- GOAL OF THE EXERCISE -
Among the lines listed below, count those that include the string "place", and state only the count.

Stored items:
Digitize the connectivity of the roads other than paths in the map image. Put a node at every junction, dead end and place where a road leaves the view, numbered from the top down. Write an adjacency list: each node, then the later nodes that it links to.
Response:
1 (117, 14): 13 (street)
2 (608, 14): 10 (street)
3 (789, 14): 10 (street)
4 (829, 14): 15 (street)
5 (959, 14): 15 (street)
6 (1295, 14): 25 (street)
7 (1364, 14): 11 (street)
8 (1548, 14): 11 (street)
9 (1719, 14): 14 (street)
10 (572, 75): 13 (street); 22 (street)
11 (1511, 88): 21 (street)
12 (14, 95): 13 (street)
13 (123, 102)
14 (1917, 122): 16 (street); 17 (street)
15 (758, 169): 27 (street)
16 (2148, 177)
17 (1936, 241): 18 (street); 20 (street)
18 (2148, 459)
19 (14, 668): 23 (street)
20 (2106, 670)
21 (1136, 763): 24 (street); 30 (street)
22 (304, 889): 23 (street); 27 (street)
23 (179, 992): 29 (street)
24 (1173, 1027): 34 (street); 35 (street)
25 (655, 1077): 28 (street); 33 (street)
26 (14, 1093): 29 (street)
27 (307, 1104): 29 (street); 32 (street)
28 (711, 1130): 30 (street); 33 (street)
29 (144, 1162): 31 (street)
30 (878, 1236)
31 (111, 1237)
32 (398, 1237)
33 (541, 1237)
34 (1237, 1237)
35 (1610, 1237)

...

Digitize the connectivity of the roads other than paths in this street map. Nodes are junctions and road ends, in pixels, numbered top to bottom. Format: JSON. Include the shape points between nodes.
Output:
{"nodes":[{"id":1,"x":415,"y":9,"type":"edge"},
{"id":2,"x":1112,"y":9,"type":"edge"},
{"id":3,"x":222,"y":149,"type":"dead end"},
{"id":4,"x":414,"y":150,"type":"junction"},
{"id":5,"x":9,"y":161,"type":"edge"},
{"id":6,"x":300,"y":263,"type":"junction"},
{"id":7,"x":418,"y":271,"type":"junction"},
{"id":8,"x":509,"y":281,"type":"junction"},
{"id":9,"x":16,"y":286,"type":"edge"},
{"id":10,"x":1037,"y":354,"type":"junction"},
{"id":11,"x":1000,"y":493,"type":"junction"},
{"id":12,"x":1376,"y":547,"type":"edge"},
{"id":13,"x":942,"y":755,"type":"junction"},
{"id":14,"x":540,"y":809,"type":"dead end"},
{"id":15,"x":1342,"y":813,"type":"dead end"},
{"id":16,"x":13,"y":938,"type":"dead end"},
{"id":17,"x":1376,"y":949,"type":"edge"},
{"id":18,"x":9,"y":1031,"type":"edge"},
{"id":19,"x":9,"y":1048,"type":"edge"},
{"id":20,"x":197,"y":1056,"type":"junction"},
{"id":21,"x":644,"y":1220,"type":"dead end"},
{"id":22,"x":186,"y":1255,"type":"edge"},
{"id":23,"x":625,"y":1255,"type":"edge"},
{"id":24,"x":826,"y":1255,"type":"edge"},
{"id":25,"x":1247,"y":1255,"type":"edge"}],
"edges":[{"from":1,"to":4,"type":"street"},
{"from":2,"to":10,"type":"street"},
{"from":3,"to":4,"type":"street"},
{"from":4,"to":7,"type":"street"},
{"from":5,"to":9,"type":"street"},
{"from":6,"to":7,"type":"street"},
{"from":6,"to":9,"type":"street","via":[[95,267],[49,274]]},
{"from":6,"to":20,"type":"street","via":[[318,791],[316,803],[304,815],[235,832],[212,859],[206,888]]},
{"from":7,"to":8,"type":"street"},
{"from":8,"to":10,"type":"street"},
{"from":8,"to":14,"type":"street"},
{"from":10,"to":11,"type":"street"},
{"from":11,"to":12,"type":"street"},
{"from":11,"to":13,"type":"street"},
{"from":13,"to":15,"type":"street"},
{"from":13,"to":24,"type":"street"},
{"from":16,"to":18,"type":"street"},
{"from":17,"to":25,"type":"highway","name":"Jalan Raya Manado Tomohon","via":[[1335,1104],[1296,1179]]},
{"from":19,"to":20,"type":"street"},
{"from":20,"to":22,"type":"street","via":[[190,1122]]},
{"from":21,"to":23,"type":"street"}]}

--

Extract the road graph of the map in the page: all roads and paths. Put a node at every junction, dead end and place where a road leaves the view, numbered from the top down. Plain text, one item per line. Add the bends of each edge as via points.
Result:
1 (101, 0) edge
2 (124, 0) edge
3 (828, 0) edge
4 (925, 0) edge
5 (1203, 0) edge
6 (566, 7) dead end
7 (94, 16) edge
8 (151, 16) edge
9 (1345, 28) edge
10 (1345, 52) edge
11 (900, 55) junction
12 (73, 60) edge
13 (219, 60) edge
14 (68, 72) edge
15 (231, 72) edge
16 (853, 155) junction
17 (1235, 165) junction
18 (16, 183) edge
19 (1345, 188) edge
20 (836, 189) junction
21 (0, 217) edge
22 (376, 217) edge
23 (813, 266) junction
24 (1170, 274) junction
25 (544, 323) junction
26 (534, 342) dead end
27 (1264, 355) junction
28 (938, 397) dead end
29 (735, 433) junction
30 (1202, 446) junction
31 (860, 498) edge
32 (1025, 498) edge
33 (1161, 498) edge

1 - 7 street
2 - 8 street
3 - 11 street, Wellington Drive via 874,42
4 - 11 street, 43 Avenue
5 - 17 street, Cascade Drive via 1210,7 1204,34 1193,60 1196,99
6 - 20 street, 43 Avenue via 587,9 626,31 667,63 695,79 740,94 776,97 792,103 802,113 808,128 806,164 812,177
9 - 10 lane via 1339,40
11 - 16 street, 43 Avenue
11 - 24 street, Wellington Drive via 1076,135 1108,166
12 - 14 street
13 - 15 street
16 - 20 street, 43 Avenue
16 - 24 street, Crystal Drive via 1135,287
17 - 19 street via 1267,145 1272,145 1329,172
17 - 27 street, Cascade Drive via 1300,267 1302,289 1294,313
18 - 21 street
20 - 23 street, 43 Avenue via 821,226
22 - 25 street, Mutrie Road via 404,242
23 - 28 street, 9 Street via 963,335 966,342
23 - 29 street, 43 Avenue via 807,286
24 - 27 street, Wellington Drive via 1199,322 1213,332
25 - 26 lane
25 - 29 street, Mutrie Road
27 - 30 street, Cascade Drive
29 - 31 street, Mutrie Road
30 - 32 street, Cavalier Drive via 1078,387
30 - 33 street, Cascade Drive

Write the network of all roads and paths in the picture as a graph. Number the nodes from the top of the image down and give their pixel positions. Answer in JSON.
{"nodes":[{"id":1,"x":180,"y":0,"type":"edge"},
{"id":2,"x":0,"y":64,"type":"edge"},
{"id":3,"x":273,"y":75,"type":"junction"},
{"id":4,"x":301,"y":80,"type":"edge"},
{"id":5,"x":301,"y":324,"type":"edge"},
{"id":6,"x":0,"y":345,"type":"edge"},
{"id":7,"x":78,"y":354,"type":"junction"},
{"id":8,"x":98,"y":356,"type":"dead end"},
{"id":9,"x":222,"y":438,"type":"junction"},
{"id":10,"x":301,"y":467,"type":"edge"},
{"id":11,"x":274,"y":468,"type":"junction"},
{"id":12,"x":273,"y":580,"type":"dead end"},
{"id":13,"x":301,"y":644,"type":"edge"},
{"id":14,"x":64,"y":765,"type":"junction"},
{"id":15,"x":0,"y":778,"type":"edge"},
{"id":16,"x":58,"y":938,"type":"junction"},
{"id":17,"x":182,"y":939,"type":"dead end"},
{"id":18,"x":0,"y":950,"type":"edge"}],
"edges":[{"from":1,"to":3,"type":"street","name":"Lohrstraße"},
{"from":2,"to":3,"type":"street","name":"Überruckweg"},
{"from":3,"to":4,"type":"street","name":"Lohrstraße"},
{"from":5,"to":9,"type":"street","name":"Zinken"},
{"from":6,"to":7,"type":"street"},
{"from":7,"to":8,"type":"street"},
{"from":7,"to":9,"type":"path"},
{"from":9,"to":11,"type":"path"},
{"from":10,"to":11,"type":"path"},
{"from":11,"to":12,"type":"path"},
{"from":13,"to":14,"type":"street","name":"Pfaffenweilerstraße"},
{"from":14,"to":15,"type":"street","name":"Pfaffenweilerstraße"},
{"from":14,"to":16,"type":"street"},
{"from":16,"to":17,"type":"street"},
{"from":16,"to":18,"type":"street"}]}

- EXERCISE SOLUTION -
2